Doing the "Impossible"

Post at danieltenner.com

People react to being told “it’s not possible” in a variety of ways, and not all those ways are productive. To get around the brick walls which large corporations, bureaucracies and other social organisms put in our way, it is important to:
  1. Calm down, smile and remain polite to maintain any chance of success
  2. Become a human being rather than a faceless number
  3. Be persistent to grind away the brick wall
  4. Be prepared to lose, to expand your freedom of thought and action
  5. Be clear about your objective so you can be flexible about how to achieve it
  6. Find who can, since often the first person you speak to cannot help
  7. Take an active part in making things happen more efficiently
  8. Make the other person feel good about helping you so that they are more likely to help you
  9. Don’t relax this stance until it’s over, it’s easy to snatch defeat from the jaws of victory.
I am particularly struck by the first suggestion:

You cannot win this kind of battle through anger.

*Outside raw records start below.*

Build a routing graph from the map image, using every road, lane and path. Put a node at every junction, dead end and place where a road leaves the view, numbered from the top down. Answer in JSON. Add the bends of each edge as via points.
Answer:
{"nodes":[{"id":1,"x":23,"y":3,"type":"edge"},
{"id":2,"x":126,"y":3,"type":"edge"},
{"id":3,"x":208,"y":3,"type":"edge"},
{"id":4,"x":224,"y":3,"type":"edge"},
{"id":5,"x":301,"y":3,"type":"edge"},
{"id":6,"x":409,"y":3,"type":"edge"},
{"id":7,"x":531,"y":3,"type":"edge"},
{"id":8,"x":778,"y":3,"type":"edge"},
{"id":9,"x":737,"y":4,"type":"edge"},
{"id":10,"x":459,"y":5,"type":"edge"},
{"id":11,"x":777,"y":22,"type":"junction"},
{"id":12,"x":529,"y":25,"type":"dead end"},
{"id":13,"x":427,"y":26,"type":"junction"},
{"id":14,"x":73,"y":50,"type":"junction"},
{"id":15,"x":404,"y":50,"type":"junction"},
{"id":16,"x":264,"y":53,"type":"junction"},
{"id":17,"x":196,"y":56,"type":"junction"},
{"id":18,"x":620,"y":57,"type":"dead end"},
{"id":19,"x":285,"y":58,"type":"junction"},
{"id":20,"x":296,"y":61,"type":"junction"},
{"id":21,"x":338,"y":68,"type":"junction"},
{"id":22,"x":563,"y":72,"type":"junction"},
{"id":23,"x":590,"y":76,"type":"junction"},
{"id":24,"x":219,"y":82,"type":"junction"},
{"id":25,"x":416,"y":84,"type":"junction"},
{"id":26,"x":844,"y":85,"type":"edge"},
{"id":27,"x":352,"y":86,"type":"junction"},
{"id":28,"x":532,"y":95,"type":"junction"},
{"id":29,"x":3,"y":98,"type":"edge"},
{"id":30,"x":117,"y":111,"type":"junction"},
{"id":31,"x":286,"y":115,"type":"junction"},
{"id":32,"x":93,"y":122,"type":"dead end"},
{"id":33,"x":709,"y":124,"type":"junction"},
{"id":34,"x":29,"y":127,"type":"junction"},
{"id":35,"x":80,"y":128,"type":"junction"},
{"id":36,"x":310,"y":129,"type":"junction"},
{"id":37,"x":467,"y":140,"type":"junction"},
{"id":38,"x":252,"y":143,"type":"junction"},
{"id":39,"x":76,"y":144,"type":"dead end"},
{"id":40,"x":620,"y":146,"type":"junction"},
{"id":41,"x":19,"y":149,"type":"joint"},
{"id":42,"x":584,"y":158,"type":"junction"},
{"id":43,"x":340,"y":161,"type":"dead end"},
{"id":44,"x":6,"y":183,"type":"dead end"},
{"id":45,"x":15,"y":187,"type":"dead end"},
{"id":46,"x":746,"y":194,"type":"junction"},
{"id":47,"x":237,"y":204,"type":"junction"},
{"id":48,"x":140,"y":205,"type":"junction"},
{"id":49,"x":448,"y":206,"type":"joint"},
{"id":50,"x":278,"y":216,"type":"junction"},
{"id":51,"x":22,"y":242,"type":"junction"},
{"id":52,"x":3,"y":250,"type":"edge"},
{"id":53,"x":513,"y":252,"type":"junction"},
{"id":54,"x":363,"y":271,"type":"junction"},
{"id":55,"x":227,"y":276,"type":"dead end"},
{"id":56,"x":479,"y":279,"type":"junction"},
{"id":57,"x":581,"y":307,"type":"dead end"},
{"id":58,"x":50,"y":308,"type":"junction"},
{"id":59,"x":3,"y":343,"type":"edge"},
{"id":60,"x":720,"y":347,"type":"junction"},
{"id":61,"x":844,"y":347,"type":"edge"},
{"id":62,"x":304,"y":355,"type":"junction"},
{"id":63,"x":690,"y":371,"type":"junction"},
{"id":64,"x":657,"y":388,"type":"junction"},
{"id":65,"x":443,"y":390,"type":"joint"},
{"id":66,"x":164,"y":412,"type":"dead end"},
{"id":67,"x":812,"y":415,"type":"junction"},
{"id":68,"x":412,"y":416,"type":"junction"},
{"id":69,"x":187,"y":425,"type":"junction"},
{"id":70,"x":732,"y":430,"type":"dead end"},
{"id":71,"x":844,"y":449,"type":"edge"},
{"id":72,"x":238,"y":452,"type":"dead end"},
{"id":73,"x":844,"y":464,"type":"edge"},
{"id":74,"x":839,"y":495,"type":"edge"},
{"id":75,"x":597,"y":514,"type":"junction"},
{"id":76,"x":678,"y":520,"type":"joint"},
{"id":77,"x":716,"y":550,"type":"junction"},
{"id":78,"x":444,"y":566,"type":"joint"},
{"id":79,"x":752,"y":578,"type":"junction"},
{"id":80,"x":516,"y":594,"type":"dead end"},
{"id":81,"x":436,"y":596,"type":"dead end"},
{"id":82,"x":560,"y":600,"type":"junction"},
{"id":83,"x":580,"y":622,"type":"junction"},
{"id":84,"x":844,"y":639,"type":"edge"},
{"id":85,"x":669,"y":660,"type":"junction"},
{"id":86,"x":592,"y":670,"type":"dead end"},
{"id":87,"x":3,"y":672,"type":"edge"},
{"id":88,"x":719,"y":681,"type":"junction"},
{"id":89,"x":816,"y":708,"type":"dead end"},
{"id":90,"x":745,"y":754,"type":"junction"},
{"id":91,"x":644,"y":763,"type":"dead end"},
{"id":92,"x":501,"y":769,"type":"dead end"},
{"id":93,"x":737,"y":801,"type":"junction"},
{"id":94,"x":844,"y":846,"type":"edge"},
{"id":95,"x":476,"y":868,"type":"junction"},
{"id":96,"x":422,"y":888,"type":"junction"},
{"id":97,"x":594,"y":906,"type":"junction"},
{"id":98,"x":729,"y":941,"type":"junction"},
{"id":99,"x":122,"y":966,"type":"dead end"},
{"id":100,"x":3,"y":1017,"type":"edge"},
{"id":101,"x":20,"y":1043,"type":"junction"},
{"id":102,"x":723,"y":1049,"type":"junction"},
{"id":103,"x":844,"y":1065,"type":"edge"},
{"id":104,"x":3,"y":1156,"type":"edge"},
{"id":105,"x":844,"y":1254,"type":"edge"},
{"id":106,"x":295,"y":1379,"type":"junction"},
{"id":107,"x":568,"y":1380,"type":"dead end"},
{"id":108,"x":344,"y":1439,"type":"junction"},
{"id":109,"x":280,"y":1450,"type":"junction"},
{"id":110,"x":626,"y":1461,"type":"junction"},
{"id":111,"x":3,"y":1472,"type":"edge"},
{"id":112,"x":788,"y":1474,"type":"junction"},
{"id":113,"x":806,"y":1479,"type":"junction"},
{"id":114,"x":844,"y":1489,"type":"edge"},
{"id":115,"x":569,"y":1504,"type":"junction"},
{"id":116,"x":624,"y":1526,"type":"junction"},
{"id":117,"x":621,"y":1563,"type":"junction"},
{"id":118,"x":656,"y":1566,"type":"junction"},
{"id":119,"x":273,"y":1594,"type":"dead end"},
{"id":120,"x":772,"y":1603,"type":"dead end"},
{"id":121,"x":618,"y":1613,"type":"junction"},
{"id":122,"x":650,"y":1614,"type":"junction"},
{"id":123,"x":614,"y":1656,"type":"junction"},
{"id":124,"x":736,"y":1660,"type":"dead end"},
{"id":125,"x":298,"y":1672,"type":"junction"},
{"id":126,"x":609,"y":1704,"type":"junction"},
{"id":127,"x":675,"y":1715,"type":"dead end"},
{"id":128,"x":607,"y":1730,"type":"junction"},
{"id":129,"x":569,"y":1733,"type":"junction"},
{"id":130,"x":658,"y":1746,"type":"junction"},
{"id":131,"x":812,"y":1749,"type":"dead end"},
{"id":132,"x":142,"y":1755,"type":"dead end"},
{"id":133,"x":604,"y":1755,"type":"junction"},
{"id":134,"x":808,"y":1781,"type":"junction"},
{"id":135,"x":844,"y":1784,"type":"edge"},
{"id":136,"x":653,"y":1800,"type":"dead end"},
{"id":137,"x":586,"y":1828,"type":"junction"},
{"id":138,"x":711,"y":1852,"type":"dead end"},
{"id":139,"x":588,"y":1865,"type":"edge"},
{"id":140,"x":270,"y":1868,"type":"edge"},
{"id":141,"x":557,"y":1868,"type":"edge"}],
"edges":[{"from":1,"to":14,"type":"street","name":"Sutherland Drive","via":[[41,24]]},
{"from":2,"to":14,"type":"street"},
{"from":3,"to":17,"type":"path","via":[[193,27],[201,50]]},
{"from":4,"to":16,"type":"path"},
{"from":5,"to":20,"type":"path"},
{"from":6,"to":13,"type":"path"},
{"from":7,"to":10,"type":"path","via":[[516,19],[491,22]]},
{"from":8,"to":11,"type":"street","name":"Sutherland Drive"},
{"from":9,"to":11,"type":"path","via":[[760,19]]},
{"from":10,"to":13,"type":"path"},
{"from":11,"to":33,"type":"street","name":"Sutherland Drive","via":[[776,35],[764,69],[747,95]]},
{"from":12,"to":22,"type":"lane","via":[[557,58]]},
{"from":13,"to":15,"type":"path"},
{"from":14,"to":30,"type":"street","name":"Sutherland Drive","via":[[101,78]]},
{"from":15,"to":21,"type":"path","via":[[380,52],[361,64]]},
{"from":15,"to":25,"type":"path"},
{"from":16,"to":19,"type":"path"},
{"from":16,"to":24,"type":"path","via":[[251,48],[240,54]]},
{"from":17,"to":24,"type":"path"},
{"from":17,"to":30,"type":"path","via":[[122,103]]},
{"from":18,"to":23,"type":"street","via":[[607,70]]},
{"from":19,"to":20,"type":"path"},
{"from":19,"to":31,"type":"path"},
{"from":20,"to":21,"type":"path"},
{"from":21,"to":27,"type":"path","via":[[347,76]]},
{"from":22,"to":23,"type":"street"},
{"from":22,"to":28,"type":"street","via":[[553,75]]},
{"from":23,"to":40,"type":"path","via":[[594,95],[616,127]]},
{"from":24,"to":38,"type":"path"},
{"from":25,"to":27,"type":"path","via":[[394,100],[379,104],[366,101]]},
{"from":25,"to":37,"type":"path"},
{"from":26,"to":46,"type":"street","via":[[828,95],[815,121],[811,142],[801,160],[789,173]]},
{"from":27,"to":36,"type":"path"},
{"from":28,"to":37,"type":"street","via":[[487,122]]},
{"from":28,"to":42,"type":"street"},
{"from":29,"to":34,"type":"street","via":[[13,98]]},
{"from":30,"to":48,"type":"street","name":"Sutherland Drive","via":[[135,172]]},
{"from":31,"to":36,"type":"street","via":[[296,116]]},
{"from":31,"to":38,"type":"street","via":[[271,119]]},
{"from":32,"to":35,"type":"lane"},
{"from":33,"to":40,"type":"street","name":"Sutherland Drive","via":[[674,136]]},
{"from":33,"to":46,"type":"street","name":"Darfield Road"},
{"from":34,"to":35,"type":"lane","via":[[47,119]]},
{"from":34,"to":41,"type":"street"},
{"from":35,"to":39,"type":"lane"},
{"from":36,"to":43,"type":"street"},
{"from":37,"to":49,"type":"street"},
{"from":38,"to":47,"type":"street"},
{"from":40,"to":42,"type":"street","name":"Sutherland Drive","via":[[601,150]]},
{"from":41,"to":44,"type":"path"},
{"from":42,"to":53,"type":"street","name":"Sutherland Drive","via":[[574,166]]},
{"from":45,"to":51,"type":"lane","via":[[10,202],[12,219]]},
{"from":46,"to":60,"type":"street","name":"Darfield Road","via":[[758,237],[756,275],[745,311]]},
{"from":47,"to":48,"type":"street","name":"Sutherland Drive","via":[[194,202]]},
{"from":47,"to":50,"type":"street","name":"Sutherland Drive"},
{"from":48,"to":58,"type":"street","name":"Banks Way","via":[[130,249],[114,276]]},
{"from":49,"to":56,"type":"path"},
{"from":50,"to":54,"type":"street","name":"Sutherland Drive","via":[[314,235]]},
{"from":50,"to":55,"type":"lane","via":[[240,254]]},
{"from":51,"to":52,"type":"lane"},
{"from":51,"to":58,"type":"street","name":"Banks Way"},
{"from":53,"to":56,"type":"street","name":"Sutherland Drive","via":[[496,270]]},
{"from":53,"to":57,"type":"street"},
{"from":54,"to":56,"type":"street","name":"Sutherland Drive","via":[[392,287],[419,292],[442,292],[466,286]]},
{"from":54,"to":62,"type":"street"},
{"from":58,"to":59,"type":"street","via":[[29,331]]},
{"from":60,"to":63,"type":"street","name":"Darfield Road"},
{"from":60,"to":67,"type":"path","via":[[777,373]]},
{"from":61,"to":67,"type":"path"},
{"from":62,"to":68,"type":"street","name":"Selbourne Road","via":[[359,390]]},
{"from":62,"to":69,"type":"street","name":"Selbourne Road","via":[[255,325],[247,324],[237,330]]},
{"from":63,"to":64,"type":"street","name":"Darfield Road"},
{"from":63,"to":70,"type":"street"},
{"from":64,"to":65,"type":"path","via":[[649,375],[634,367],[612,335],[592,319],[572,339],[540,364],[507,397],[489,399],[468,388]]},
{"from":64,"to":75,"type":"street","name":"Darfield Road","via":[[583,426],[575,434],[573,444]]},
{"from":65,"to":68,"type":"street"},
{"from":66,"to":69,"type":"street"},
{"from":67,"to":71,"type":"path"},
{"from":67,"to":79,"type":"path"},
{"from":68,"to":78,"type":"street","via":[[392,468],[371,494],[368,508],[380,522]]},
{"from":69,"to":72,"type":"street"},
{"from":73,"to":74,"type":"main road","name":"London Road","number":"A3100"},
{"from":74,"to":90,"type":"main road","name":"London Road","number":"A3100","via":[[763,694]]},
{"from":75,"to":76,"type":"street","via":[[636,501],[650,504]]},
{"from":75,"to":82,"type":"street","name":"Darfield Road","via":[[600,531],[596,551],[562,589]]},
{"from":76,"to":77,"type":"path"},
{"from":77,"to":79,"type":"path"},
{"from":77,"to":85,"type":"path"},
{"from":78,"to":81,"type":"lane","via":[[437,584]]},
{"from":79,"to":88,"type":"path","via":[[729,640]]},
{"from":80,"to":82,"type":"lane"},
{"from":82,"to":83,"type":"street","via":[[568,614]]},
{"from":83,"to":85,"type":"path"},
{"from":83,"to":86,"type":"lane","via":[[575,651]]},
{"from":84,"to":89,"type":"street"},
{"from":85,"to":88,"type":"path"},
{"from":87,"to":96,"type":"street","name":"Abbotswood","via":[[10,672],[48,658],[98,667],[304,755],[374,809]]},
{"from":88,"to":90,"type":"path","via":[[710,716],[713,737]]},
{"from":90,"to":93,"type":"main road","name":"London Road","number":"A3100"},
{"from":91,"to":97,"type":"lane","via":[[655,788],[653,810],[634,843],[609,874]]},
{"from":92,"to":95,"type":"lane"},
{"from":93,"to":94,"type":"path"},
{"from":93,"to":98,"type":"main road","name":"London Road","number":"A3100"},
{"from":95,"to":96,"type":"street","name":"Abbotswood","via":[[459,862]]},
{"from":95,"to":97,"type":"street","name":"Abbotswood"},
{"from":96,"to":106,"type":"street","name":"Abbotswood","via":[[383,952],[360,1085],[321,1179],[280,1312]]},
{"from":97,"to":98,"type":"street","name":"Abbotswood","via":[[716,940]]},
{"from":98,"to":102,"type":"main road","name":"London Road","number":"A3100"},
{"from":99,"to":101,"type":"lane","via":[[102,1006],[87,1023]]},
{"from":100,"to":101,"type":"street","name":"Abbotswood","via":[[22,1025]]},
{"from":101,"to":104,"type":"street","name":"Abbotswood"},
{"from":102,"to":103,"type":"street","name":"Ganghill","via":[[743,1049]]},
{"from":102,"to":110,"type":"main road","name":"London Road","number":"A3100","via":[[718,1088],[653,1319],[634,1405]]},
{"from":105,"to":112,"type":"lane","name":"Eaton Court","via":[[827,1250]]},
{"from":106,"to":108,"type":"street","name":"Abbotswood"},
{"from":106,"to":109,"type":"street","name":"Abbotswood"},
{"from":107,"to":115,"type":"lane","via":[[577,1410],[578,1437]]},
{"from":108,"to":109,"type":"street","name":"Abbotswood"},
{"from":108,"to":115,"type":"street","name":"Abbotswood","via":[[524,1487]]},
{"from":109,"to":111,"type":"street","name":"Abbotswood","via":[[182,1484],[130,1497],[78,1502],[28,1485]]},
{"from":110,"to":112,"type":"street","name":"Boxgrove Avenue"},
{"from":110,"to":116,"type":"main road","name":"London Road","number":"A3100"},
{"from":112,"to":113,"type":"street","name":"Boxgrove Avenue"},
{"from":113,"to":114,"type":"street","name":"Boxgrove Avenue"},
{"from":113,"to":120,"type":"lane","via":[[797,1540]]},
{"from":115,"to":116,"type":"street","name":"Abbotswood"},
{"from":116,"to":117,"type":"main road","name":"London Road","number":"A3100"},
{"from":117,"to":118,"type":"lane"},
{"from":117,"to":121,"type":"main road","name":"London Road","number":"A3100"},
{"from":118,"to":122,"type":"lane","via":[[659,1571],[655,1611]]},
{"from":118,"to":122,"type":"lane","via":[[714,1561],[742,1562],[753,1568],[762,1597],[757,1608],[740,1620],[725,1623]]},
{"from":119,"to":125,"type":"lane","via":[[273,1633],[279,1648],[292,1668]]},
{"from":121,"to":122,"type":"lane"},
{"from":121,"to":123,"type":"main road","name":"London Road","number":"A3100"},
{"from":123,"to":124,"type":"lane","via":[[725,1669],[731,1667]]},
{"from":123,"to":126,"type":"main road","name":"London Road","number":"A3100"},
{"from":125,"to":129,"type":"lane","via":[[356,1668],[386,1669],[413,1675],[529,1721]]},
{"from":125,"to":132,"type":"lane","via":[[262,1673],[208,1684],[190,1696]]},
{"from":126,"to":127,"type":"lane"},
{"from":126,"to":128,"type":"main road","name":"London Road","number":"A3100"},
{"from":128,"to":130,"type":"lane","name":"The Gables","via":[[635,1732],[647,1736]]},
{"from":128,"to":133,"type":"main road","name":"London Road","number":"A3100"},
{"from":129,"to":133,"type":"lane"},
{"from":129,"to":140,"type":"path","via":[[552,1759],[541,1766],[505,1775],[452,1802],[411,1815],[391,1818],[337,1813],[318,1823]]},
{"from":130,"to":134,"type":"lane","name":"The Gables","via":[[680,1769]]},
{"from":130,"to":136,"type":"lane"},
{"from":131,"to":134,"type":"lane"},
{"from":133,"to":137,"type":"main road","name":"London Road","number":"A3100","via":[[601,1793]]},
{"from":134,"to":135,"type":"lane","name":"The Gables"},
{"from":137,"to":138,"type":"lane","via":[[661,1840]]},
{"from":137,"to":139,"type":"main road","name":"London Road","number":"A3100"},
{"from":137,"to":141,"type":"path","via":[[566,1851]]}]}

The very first thing to do is to observe that you are angry, and calm yourself down. Acknowledge your anger, and put it aside for later. There’ll be plenty of time for cursing the system that put these problems in your way later, after you’ve removed these obstacles. The surest way to guarantee that you won’t get your way is to get angry. Angry people are always wrong, and they’re rarely worth helping or cooperating with.

And the eighth:

It is much more effective to present the situation in such a way that the person who can help you will feel that they are doing something Good by helping you.

1 comment:

david said...

No no... angry ppl are often wrong, but they always get what they want, especially if they make a sense in the store.